Intel’s allocation in Q1 2026 is the inverse. Diamond Rapids and Coral Rapids dominate the roadmap (both CPU plays). ASIC business (what Broadcom and Marvell do) explicitly described as “short term” and “tactical.” Gaudi shelved. Falcon Shores dead (these are both AI accelerators that my LLM very helpfully autocompleted). The actual forward-looking bets being treated as writeoffs. And this: Intel is buying back 49% of the Leixlip CPU fab from Apollo for $14.2B – $3B above what they sold it for in 2024 – to consolidate ownership of manufacturing capacity whose primary customer is Intel’s own x86 roadmap. They are intending to flood supply of something that is experiencing a temporary demand boost, invoking a buzzword as the reason “this will persist”. Now, if they had instead loudly talked about “CPU dominance” while quietly shuffling the chips to retool in the back, this wouldn’t be as alarming, but nothing about the release reads as strategic vagueness. Think BlackBerry saying that “the touchscreen is bad for typing” or Steve Ballmer calling the iPhone crap. It’s not a smokescreen, it’s genuine belief.

Zuck’s Metaverse.

The bill comes due at some point

2026 is good. 2027 probably still good – Rubin ramps, agentic narrative buys time. Then capex normalizes, AMD keeps taking share, ARM hosts (Graviton, Cobalt, Axion, Vera) eat x86 sockets at the top tier – Vera is NVIDIA’s own ARM CPU shipping in Rubin, by the way; the “more CPUs per GPU” trend the sell-side cites as bullish for Intel is literally NVIDIA capturing the host socket itself – DCAI compresses to pre-buildout numbers, and the CPU margin trajectory abruptly stalls. And then, once CapEx shifts more towards upgrades rather than the first-wave buildout, CPUs will be left in the dust.

By then the existential doubling down on CPUs can’t be reversed. Intel’s non-CPU segments need to have inflected by that point so that the stock doesn’t tank, but with every passing quarter directing capital at CPUs rather than retooling to become an AI benefactor, that possibility moves closer to zero.

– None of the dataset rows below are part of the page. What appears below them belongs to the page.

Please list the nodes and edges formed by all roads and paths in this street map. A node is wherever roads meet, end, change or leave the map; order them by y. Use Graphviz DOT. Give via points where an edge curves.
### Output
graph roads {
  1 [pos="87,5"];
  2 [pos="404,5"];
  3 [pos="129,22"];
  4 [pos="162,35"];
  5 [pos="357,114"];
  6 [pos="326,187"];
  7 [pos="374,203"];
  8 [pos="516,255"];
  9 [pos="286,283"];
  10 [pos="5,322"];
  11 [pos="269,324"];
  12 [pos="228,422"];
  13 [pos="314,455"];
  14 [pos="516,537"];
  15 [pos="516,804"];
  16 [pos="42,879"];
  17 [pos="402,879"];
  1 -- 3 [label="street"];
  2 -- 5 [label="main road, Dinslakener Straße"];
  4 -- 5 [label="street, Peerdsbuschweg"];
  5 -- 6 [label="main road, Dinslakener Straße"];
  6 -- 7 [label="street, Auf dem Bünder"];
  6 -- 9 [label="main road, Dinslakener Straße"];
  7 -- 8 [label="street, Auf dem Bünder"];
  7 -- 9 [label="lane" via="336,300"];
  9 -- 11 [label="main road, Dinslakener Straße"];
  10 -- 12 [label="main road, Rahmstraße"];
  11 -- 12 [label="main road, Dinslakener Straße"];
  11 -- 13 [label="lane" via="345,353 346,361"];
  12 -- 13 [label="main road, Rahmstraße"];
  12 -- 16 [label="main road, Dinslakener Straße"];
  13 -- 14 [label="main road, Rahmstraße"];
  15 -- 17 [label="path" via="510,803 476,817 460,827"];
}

The sovereign put (CHIPS Act, national security) is real, but it cannot protect from genuine stupidity (my LLM advised me to not call Intel stupid, but I don’t care, I’m putting my foot down). The entire reason the administration (and every American, honestly) bought into Intel was with the impression that they would fix their foundry business and become a genuine alternative to TSMC for AI-native chips. Instead, Intel is taking the windfall and using it to allocate more towards CPUs while invoking a buzzword. It’s like subsidizing someone’s rent so they can take shifts off to apply for a full-time job and they begin “working on themselves” instead. We bought Intel so we don’t have to worry about Taiwan, and what we got was more CPUs.

I am long Micron. I am long SanDisk. I am long NVIDIA. I am long Broadcom. I am long Lumentum. I am long anything AI-related. I am NOT long on CPUs, I’m calling the bubble right now.

TL;DR: The long thesis on this rip is built on a technical claim that doesn’t survive a calculator, and the CEO is allocating capital like he believes his own marketing.

NFA. Do your own DD. But run the FLOPs math yourself with your clanker of choice before you buy the “renaissance”.